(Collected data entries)
************

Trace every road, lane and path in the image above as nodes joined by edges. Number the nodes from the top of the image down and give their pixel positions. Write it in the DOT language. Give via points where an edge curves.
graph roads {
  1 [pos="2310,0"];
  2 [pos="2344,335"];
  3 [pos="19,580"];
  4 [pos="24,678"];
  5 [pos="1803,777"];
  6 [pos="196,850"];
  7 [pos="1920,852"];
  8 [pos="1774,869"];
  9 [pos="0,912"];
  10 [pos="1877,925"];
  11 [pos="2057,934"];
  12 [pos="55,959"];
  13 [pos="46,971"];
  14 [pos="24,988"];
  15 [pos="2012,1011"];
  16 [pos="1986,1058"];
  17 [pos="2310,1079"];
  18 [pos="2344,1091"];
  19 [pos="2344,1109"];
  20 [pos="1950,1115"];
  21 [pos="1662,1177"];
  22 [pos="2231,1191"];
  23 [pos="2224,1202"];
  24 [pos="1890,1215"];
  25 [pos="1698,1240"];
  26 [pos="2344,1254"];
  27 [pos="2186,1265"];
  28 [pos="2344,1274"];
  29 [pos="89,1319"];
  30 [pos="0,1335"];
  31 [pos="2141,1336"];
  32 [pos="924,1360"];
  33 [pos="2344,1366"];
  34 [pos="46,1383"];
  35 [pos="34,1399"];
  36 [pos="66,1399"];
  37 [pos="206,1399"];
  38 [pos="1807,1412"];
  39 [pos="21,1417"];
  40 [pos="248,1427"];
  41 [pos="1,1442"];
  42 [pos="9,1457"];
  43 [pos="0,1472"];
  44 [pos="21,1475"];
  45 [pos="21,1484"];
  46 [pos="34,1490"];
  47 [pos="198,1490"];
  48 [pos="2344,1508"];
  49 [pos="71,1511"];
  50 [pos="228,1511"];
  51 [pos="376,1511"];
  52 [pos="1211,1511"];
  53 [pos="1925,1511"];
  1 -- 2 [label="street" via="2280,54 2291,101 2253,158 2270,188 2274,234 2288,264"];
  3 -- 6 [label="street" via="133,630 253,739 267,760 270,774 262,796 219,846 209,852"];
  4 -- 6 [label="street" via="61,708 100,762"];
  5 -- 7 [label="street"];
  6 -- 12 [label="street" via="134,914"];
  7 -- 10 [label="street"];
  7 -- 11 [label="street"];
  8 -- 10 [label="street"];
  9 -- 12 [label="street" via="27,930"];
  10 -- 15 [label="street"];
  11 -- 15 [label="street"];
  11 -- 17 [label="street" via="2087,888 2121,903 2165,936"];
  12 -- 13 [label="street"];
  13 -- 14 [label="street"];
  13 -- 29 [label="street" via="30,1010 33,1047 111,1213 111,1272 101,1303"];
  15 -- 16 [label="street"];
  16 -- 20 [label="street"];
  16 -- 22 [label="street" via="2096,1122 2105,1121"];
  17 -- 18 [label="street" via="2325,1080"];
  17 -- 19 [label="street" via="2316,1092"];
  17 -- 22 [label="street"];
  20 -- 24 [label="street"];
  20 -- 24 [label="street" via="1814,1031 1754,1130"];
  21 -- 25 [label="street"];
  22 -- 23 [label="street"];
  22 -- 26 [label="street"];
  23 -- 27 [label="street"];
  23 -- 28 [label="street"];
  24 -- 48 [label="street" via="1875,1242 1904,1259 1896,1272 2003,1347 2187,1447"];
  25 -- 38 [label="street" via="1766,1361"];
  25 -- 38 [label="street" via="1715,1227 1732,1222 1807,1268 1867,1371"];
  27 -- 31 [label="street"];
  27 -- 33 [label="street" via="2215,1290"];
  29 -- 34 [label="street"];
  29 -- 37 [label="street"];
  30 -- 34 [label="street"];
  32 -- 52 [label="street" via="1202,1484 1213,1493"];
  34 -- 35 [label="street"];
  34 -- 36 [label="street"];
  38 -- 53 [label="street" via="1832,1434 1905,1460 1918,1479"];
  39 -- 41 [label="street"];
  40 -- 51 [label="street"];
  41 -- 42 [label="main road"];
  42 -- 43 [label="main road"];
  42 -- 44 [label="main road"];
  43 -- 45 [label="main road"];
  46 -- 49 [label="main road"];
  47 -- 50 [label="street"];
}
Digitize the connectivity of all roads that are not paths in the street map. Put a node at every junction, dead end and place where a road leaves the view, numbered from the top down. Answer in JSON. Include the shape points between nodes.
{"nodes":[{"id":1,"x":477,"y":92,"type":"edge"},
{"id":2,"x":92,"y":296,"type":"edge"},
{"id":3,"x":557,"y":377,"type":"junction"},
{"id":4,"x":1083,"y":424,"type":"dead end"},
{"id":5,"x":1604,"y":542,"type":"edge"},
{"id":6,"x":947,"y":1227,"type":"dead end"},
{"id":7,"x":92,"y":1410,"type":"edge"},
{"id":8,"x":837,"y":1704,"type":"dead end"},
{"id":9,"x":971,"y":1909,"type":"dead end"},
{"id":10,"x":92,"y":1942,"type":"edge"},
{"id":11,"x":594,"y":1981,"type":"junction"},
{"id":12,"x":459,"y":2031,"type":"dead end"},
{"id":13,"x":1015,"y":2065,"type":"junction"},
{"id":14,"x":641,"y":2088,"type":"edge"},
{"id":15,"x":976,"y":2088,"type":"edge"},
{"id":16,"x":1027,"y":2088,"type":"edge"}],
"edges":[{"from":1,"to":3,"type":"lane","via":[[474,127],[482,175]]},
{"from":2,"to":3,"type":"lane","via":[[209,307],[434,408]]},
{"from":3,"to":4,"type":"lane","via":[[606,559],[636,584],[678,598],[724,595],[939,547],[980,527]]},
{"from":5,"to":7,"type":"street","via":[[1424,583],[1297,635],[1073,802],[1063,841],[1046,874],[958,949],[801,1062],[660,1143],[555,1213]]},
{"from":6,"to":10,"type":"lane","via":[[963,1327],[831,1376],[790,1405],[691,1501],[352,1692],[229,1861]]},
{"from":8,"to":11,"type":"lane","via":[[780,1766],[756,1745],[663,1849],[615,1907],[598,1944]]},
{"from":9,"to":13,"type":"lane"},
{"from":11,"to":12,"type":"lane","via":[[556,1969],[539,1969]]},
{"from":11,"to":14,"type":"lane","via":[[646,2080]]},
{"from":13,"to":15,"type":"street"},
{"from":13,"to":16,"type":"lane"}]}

************

**Work to complete**: Your answer should be one number: how many lines in the records above include "dead".

**Exercise result**: 6